Cables located at the bottom of manhole No. 3 had likely been submerged for several years based on corrective action document histories and the installation of flexible sealant material intended to prevent water leakage into Unit 1 facade during the early to mid-1990s. The two lowest tiers of manhole No. 3 contained power supply cables that provided offsite power to the Unit 1, 4160-V safeguards buses, 1A05 and 1A06.

  • Manholes No. 1 and 2. Manhole No. 1 contained 480-V power supply cables to safety-related SW pump P-32A. Manhole No. 2 contained 480-V power supply cables to safety-related SW pump P-32D. Both cables were installed in 1971 during initial construction and were known to contain ethylene-propylene-rubber insulation.

C Manholes No. 6 and 18 which contained 13.8-kV cables providing power to the high-side of transformer 2X-04, the transformer providing offsite power to the Unit 2 safeguards buses, 2A05 and 2A06. The 13.8-kV cables were replaced in 1988.

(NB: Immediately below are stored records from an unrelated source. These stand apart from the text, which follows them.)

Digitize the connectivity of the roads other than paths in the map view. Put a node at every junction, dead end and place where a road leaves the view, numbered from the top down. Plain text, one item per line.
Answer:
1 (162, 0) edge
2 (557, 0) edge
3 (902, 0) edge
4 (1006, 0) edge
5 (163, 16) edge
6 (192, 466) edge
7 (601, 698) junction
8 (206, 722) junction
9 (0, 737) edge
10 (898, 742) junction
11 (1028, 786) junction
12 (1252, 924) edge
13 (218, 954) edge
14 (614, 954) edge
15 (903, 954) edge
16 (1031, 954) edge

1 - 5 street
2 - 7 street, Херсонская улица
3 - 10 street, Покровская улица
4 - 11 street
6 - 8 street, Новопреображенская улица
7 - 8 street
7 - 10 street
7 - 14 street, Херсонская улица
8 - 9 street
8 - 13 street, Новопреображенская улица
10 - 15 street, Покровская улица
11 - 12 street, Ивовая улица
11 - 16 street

During meetings with engineering personnel on March 12 and 14, the inspectors were informed that correspondence with the 1X-04, 4160-V cable vendor on February 28, 2003, had reflected the vendors opinion that life on the cables could be as short as 30 years. The vendor provided that the expected life of the cable was 30 years and that the cable, when submerged in water, may or may not fail electrically. During further correspondence on March 14, the vendor indicated that due to low amperage loading, the 4160-V cables were not likely to have degraded significantly due to thermal aging.

No information was provided relative to adverse operating conditions such as periods of prolonged submergence. The inspectors also reviewed the initial architect/engineer purchase order specification for the 13.8-kV and 4160-V cables that had been installed in 1971. The specified service condition for the cables required suitability for installation in cable trays, conduit or underground duct banks, in wet and dry locations, and indoors or outdoors. The inspectors noted that the initial purchase specifications contained no requirements for the cables to be qualified for prolonged or continuous periods of submergence.

During a March 14 meeting, the inspectors asked the licensee for the operability basis for the submerged cables. The licensee responded that prompt operability was based on the absence of safeguards bus grounding indications and the low amperage loading of the cables resulting in minimal insulation thermal aging effects. The licensee subsequently completed operability determination OPR000048 on March 17 which concluded that the cables remained operable but non-conforming and that no compensatory actions were required. The operability determination also documented eight corrective action reports since 1996 that discussed differing aspects of the submerged cable issue including steady streams of water into facade cable trays, ice formations in the vicinity of cable trays, inability to pump selected manholes, Operations department noted increases in the amount of ground water leaking into the northern side of the plant, submergence of cables in manholes No. 1 and 2 by at least 6 feet of water on one occasion and to within 18 inches of the manhole cover on another occasion, and the tracking of generic cable aging issues. The licensees basis for current cabling operability included:

  • The 4160-V cable vendors 30-year expected life being based on fully loaded cables. Since the 1X-04, 4160-V cables were estimated to be loaded at 25 percent of the full load ampacity rating, the licensee maintained that the electrical and thermal degradation of the cables would be significantly less than that expected for 30 years of continuous operation at rated loads.
  • The 480-V SW pump cables being loaded at approximately 56 percent of their rated ampacity. Although there was no known vendor life expectancy for these cables, the licensee maintained that since the cables were operating below their voltage, ampacity and temperature ratings, industry experience suggested cable longevity beyond 30 years.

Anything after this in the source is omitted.